● **Exercise**: What lines in the entries hold the string "SOUZA"? List them.

● **Task material**:
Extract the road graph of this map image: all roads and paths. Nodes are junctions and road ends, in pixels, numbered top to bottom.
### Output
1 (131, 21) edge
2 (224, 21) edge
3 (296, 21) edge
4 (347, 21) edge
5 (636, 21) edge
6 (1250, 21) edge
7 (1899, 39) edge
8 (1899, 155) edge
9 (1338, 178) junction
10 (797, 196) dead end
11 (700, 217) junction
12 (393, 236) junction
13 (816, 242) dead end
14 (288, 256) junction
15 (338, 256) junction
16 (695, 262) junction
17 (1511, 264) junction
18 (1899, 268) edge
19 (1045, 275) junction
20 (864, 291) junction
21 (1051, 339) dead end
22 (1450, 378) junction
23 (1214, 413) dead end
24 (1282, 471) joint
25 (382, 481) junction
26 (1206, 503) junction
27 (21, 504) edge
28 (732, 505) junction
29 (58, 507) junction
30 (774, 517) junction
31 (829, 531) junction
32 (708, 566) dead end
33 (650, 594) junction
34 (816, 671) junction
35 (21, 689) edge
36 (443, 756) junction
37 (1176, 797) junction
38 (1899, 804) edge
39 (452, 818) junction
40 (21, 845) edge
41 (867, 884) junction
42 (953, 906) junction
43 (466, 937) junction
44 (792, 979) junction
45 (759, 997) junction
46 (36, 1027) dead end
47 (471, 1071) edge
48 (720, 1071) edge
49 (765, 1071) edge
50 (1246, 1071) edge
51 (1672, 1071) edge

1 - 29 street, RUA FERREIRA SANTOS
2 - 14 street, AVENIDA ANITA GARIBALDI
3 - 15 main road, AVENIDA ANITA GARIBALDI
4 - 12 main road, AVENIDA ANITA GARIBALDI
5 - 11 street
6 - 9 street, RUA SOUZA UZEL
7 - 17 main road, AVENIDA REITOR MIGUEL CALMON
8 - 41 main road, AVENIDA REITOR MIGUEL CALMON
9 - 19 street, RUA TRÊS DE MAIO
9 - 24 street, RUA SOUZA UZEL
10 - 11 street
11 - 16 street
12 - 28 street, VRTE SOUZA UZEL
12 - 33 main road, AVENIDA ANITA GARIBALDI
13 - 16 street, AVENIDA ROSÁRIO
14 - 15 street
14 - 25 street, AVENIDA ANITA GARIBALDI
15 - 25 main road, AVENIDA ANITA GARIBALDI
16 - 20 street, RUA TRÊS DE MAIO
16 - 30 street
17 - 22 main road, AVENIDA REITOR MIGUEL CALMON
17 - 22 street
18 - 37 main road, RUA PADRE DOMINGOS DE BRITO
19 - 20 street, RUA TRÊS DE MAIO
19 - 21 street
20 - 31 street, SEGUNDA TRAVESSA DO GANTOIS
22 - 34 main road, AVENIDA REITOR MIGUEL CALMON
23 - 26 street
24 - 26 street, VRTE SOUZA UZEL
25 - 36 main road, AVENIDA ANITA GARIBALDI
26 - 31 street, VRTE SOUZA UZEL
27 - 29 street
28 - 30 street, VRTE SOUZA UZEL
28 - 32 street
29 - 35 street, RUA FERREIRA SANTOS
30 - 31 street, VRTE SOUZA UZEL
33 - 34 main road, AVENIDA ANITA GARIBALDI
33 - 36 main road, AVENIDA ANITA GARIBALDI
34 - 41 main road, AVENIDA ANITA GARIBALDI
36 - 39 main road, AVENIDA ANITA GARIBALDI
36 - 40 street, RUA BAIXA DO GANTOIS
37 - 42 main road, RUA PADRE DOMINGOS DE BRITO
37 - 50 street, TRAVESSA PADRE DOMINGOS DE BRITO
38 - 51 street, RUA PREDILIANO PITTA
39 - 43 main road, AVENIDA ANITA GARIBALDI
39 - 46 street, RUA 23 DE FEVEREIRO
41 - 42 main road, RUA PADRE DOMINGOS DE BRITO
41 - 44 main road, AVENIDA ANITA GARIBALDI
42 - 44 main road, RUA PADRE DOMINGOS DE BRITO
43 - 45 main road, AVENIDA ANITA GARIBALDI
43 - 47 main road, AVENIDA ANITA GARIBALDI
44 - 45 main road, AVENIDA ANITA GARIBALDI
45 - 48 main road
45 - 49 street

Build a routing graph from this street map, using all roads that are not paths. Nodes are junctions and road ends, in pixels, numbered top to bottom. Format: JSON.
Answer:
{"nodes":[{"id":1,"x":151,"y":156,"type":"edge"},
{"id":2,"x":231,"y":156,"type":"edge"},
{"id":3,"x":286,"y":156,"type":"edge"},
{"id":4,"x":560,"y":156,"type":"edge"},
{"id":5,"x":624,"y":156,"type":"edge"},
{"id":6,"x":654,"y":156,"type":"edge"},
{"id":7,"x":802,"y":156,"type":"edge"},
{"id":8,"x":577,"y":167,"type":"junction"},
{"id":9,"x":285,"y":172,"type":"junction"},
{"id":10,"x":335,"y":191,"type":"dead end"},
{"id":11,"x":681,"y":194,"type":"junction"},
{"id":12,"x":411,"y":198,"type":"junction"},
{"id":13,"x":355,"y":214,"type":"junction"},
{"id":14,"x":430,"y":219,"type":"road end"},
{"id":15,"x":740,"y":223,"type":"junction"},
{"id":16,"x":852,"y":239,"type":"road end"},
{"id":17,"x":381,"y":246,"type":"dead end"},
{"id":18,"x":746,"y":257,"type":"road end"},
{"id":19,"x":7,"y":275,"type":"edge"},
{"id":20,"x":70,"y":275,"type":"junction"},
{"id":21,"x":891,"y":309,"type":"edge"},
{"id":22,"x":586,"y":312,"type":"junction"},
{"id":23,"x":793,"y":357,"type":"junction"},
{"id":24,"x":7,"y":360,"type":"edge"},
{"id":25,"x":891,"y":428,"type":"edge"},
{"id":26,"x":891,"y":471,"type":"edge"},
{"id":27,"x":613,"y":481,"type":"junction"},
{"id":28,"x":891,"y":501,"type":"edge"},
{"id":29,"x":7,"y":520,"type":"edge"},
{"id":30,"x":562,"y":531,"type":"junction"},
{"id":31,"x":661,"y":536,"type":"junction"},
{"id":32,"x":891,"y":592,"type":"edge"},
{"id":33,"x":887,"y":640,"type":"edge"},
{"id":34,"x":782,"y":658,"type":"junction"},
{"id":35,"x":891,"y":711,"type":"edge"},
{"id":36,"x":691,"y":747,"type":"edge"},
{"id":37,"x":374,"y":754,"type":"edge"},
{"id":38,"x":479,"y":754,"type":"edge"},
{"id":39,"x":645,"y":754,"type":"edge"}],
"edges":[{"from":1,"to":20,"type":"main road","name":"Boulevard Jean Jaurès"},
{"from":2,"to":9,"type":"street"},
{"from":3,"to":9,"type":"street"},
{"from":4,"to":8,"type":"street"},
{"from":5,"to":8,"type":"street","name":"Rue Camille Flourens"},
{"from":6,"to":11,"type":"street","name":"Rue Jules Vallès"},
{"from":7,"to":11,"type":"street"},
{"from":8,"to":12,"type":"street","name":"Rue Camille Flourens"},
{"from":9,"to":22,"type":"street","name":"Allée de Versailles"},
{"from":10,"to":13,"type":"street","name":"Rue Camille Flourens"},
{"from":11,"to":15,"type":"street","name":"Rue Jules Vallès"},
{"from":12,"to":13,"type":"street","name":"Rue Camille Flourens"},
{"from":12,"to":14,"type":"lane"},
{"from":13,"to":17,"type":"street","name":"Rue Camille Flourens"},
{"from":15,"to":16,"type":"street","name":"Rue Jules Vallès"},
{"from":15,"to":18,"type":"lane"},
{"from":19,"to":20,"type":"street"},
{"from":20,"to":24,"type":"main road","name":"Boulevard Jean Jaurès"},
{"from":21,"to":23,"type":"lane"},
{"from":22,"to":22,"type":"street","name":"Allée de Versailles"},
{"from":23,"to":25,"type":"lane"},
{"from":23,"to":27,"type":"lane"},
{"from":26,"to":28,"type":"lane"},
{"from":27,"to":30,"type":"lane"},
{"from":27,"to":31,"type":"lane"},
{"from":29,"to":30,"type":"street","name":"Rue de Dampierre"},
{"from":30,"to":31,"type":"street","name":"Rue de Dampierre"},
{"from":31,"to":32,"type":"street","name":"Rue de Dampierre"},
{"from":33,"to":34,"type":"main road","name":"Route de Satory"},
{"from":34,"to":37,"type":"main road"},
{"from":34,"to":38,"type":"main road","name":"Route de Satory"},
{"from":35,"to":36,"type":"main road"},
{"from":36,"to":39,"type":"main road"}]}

● **Exercise response**:
6 - 9 street, RUA SOUZA UZEL
9 - 24 street, RUA SOUZA UZEL
12 - 28 street, VRTE SOUZA UZEL
24 - 26 street, VRTE SOUZA UZEL
26 - 31 street, VRTE SOUZA UZEL
28 - 30 street, VRTE SOUZA UZEL
30 - 31 street, VRTE SOUZA UZEL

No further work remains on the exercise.